Oct 31st, 2022

Superintendent of Schools Has Legal Right to Impose Reasonable Conditions on Visitors

The September 12, 2022 Commissioner of Education Decision 18,196 reaffirms that Superintendents of Schools and Boards of Education have the right to impose reasonable conditions upon residents and parents prior to accessing school grounds so long as the conditions are not arbitrary and capricious. In this appeal, the Petitioner was a level three sex offender. He received this designation following a 2001 conviction for rape in the second degree (three counts), sodomy in the second degree (one count), endangering the welfare of a child (three counts), and criminal contempt in the first degree (three counts). Petitioner is also the parent of a child who attends school in Respondent’s district.
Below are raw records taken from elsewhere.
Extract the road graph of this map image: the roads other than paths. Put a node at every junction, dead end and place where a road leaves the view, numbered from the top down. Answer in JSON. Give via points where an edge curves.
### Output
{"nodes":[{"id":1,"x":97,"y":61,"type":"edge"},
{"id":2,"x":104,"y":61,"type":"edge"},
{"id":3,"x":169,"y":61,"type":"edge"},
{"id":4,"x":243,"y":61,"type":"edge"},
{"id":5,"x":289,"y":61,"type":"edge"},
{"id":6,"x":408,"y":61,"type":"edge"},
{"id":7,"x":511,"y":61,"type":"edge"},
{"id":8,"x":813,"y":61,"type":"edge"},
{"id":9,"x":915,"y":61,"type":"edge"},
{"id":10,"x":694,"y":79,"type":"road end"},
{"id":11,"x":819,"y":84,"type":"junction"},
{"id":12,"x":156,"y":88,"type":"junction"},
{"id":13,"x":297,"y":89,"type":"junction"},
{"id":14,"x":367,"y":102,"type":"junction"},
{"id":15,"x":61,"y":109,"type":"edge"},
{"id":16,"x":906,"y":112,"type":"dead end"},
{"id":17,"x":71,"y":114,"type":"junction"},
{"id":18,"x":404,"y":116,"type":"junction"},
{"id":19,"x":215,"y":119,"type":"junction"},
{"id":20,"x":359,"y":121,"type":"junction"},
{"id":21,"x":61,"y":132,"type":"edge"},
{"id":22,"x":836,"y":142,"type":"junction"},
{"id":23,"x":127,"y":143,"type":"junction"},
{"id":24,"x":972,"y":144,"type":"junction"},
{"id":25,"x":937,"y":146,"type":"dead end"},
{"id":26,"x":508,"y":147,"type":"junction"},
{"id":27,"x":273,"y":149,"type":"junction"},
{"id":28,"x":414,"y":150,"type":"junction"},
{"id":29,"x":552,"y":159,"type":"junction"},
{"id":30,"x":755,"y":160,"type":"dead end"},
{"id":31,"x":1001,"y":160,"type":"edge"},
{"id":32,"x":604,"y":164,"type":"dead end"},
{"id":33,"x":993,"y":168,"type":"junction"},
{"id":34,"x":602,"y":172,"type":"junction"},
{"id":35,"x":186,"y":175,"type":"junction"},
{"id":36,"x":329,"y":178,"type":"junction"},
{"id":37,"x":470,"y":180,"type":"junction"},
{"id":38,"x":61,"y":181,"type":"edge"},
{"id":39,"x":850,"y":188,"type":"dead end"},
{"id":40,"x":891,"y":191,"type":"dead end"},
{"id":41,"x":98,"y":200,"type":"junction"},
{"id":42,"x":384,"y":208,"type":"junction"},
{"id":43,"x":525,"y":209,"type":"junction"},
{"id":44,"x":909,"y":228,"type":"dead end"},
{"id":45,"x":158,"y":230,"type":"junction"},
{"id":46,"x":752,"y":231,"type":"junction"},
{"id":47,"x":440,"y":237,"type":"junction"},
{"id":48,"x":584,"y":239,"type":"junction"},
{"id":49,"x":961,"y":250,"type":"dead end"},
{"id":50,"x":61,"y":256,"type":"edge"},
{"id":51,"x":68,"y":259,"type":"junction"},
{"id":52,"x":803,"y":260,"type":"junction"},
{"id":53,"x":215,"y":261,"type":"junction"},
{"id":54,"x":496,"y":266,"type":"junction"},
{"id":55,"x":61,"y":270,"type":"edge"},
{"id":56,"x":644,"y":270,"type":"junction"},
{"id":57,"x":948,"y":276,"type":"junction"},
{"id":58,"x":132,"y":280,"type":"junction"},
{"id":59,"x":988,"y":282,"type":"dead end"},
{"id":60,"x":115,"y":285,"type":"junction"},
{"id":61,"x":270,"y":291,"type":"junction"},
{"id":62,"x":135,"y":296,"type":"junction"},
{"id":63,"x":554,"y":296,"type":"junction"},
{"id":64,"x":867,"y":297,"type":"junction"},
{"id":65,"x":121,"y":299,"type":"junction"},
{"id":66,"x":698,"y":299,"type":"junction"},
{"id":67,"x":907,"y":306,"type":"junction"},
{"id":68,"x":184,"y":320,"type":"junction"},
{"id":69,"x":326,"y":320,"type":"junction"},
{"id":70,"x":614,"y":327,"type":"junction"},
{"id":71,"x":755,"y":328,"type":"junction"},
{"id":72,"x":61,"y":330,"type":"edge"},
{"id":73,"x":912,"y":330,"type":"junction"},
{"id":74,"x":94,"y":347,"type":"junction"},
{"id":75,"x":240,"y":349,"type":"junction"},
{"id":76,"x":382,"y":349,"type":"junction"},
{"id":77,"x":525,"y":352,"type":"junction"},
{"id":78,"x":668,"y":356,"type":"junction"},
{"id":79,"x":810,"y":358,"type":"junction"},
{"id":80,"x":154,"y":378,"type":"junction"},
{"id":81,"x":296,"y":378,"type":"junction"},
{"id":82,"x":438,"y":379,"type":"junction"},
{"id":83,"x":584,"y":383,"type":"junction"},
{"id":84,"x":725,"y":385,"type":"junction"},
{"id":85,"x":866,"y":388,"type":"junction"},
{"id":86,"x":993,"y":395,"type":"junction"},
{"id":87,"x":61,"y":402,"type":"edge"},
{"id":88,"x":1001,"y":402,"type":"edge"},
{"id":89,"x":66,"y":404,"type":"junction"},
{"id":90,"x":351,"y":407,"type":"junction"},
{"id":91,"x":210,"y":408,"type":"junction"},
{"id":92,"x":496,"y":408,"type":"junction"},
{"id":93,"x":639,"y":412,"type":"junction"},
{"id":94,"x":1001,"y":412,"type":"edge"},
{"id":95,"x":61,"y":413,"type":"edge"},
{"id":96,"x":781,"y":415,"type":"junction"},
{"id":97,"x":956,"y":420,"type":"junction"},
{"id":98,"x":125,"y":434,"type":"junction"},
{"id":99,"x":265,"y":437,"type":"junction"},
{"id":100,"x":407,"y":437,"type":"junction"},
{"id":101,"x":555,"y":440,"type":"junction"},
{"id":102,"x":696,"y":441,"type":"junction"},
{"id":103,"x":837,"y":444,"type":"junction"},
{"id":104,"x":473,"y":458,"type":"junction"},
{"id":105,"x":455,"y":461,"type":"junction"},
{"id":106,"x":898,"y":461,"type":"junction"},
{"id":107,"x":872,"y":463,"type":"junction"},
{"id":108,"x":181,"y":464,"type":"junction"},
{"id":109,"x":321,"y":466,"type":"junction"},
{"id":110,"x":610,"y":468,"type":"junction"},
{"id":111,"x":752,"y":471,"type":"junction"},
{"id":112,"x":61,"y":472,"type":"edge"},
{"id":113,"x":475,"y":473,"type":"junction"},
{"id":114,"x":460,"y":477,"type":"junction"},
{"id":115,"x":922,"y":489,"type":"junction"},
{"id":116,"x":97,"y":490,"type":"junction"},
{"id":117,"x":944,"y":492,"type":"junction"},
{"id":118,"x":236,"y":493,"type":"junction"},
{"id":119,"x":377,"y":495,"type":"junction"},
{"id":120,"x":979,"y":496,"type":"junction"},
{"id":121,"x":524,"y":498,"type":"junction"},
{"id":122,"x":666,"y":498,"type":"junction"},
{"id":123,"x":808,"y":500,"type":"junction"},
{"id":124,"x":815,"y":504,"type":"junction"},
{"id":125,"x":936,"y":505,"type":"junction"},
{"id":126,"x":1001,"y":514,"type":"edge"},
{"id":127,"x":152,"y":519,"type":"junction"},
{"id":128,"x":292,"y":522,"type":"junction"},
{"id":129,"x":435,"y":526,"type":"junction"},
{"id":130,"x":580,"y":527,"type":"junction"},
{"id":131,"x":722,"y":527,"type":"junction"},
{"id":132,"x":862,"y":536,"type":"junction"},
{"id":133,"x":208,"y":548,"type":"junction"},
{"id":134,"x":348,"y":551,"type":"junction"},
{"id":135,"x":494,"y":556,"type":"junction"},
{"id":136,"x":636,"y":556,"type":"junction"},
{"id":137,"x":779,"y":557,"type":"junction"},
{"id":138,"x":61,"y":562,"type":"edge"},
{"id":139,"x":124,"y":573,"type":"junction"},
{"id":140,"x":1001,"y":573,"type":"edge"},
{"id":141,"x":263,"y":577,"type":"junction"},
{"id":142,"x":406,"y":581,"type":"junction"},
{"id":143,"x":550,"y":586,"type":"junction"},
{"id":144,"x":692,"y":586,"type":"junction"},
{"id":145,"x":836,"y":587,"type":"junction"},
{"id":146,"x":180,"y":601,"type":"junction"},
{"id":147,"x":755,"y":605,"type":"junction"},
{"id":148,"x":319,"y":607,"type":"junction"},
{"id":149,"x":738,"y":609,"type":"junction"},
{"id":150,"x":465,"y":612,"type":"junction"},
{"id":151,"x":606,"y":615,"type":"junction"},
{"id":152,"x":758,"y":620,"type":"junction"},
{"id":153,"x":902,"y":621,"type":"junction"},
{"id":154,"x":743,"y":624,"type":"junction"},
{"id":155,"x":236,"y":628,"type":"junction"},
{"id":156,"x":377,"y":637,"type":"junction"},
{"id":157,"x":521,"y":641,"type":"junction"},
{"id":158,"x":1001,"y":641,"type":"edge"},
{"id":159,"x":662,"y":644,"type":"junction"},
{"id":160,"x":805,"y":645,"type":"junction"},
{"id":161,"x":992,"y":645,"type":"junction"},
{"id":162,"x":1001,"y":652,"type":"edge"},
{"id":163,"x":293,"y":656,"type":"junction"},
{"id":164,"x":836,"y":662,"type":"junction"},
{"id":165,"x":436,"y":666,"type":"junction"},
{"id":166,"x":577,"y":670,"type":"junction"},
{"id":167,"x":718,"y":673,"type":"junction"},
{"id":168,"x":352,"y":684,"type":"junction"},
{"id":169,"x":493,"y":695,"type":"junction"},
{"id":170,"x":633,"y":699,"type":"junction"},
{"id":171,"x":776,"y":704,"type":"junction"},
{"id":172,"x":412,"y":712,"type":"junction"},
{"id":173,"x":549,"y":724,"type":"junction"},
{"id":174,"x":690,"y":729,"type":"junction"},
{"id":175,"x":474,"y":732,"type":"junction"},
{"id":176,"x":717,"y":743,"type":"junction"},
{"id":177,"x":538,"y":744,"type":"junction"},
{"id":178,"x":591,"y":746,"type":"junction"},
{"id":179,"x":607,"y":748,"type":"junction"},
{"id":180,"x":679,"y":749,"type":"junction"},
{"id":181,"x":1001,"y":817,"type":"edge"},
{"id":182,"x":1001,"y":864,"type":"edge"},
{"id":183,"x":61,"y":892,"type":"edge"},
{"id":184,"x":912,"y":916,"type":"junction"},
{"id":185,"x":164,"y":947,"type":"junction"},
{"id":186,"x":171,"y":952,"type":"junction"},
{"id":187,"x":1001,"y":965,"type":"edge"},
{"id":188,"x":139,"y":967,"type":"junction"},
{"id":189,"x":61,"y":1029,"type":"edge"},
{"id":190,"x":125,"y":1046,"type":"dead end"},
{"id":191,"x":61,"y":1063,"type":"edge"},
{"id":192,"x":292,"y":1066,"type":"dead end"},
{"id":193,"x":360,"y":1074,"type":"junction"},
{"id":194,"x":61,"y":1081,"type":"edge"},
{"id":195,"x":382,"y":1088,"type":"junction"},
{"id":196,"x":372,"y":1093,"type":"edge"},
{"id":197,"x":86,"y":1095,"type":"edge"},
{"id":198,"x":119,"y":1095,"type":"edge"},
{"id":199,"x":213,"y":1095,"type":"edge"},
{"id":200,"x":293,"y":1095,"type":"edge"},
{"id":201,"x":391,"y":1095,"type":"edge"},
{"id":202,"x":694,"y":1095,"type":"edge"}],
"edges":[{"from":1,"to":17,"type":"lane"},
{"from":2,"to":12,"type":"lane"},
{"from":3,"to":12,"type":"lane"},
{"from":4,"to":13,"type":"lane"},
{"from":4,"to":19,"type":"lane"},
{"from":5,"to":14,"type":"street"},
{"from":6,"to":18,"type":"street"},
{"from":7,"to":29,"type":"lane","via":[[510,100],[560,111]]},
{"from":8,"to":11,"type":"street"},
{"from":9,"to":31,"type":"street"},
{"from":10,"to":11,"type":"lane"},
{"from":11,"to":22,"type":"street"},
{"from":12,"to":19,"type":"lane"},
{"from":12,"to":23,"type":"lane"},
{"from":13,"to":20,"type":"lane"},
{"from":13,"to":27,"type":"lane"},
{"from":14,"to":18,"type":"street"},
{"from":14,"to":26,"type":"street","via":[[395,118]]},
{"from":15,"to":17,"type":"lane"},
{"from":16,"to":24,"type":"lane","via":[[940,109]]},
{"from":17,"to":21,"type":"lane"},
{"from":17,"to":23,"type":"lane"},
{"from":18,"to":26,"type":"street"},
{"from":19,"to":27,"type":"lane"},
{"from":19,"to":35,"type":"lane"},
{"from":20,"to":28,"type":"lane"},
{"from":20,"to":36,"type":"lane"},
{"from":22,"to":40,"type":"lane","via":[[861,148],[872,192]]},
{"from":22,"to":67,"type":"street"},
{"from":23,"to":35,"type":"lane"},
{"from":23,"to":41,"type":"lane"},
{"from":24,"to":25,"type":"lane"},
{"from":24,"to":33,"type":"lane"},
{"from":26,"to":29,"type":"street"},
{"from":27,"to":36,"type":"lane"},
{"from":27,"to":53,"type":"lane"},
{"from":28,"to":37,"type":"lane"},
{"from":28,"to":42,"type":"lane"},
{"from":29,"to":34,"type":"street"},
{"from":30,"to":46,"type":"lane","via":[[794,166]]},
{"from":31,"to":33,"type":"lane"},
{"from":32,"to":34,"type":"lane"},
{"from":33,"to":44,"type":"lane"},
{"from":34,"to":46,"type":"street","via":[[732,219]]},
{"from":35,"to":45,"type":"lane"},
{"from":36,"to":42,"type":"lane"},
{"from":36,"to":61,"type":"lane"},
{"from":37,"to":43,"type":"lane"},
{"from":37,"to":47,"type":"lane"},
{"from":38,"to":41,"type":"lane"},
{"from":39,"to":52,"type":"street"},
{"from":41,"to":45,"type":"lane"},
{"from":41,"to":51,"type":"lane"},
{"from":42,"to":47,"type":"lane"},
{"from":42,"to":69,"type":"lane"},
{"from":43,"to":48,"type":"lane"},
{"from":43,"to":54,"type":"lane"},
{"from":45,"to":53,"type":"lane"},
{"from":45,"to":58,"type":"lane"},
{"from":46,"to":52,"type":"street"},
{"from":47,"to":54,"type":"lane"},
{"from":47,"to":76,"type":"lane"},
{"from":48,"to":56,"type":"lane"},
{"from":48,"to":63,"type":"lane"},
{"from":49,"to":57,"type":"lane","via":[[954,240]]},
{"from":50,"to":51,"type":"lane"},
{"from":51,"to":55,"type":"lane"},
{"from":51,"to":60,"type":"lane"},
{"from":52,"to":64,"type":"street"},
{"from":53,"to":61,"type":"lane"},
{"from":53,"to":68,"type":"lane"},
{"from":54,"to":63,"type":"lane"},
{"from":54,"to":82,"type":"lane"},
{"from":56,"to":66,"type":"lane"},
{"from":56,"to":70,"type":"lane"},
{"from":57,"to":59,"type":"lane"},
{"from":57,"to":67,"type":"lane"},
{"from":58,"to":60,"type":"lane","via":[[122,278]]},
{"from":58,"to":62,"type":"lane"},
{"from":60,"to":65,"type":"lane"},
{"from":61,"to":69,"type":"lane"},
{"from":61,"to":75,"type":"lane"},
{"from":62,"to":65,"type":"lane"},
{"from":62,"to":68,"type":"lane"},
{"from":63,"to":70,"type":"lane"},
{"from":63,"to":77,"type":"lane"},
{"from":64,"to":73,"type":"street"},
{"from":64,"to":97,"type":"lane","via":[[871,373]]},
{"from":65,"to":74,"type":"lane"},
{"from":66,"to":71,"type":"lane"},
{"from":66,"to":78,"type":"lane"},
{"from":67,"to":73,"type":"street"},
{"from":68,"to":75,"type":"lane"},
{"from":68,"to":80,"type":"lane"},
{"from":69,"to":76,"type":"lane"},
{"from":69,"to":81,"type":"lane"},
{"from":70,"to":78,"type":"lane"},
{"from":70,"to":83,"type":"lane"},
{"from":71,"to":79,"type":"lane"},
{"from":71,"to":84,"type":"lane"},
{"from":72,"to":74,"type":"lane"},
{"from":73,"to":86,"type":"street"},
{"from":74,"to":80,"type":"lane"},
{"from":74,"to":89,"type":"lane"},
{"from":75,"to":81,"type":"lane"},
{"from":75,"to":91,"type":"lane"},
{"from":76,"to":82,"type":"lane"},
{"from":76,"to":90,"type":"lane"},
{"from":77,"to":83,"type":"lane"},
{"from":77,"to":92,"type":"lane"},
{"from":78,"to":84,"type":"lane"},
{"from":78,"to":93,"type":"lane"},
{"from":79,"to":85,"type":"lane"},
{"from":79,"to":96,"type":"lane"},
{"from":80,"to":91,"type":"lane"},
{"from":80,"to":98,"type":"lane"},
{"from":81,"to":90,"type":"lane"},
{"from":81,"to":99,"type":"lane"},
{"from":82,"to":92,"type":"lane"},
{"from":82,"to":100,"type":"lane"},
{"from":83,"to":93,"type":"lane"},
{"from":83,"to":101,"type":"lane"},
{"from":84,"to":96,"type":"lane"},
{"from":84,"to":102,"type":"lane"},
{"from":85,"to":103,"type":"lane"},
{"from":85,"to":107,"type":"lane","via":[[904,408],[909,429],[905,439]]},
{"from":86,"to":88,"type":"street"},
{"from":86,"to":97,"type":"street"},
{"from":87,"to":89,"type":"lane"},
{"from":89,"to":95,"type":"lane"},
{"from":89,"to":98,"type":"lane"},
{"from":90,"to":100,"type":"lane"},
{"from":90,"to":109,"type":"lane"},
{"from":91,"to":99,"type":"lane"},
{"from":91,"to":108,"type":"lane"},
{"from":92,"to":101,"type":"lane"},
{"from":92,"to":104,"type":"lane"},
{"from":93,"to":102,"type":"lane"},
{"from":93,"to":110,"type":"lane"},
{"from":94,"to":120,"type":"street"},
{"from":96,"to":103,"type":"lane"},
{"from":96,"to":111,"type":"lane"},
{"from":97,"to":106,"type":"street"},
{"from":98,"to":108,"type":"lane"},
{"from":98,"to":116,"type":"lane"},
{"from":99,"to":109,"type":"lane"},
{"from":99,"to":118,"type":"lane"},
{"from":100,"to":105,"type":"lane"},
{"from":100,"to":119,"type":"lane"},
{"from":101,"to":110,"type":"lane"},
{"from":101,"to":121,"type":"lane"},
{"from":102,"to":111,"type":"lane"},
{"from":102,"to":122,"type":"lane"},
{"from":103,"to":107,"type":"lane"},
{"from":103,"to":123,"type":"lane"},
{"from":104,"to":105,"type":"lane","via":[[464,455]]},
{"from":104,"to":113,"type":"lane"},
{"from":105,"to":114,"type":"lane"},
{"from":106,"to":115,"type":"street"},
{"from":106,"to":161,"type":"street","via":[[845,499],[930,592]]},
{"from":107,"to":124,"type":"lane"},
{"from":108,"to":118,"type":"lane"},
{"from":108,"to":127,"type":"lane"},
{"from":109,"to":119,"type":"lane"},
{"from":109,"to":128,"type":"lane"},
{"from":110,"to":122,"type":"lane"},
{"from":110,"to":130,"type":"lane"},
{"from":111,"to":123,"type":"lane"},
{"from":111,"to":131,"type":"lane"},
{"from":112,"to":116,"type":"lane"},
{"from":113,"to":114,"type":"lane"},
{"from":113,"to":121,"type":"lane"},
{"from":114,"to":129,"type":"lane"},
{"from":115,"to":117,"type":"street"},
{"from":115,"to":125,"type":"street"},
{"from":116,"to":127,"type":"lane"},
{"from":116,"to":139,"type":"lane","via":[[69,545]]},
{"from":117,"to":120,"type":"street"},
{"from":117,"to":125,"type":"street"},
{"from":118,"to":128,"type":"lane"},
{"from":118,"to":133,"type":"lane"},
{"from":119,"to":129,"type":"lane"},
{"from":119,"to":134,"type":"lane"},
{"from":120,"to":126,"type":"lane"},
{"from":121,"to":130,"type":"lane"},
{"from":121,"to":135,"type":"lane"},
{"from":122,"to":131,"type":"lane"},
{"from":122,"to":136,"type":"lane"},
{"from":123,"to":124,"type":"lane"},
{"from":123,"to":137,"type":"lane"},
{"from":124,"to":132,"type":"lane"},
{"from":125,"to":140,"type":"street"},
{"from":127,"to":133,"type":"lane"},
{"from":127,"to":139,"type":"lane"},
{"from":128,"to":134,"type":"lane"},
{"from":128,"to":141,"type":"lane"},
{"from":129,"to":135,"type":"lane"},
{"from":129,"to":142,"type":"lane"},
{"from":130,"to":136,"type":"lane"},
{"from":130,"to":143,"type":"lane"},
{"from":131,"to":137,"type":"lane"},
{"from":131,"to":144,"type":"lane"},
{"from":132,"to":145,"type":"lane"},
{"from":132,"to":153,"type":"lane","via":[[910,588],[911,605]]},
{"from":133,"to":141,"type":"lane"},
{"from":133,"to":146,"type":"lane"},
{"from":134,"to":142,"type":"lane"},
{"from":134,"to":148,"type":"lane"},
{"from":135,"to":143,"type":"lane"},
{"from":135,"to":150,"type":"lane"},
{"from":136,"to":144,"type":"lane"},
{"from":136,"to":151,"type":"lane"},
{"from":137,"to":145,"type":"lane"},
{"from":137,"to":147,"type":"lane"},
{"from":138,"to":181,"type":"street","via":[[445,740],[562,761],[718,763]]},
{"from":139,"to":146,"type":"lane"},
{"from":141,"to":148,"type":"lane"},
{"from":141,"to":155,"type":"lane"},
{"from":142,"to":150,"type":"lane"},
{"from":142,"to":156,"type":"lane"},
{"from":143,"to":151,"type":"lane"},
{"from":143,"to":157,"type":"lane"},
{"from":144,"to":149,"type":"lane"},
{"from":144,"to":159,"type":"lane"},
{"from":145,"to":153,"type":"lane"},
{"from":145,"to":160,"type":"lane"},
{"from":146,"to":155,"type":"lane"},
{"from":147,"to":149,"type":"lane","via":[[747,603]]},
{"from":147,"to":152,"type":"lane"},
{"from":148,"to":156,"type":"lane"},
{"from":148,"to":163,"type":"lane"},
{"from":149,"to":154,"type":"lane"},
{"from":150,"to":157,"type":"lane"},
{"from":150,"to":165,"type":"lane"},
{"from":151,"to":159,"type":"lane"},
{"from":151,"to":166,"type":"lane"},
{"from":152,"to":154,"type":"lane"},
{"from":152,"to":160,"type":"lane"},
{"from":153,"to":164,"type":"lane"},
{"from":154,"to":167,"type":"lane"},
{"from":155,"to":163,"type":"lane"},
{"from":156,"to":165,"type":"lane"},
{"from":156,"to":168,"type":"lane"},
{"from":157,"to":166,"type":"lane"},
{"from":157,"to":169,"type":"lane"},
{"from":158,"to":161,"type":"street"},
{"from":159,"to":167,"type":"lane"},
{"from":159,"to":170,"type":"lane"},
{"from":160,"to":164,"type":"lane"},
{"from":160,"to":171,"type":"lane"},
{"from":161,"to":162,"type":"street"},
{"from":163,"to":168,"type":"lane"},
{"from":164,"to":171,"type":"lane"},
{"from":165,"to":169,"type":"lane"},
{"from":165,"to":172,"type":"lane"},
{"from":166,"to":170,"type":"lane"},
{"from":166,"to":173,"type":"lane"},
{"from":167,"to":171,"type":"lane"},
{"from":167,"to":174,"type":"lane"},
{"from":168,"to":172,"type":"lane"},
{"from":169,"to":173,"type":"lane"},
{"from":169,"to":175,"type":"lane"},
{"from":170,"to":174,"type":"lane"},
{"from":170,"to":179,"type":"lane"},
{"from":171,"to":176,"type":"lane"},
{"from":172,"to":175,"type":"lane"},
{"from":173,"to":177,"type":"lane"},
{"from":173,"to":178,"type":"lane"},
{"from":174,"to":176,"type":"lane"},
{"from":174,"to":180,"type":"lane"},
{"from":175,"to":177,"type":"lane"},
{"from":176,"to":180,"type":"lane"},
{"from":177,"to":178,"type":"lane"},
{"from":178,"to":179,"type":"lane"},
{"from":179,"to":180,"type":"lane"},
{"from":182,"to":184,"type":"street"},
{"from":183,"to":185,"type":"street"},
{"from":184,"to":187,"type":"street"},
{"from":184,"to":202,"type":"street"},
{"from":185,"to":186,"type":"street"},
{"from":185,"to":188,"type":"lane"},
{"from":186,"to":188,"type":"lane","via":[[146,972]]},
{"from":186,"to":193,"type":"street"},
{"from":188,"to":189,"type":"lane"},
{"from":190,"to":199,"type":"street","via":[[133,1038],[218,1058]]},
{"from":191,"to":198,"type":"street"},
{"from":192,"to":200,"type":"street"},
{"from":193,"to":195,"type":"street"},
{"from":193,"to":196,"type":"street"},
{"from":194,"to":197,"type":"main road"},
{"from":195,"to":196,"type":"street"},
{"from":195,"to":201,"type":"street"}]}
The condition which the Superintendent imposed was that the Petitioner provide 48 hours’ notice of his intention to access district property. The record reflected that the Superintendent had granted Petitioner’s request on multiple occasions. However, on March 10, 2022, the Petitioner’s request to attend a parent teacher conference was denied because he provided less than 48 hours’ notice. The school district defended the appeal on the basis that it has the legal authority to impose conditions on Petitioner’s access to school property. The Commissioner of Education agreed, citing to the Court of Appeals which held that local school boards “exercise ultimate authority for access to students, school buildings and school property generally” (Matter of Lloyd v. Grella, 83 NY2d 537,547 (1994). School boards may impose reasonable restrictions on individuals’ access to school property. A school board’s determination in this regard will only be reversed if it is arbitrary and capricious (Matter of Spinowtz, 18 Ed Dept Rep 13, Decision 9,719).

The Commissioner also rejected Petitioner’s argument that discharge from parole immunized the level three sex offender from school district restrictions. The Commissioner noted that those arguments were rejected in Albany County Supreme Court in Matter of Lujan the Caranza, 63 Misc 3d 235 (Sup Ct, Albany County 2019). In that case, the court reasoned, “relief from parole’s jurisdiction does not … divest the schools of their traditional duties to protect students, nor can it be conflated with conferring an affirmative right on petitioner to enter school grounds.”

While the Commissioner’s strong reaffirmation of a school district’s rights in this regard is welcome, be wary not to ban individuals from school property. Rather, consider the specific situation and apply reasonable conditions under the circumstances. We are glad to discuss specific fact patterns with you to avoid litigation.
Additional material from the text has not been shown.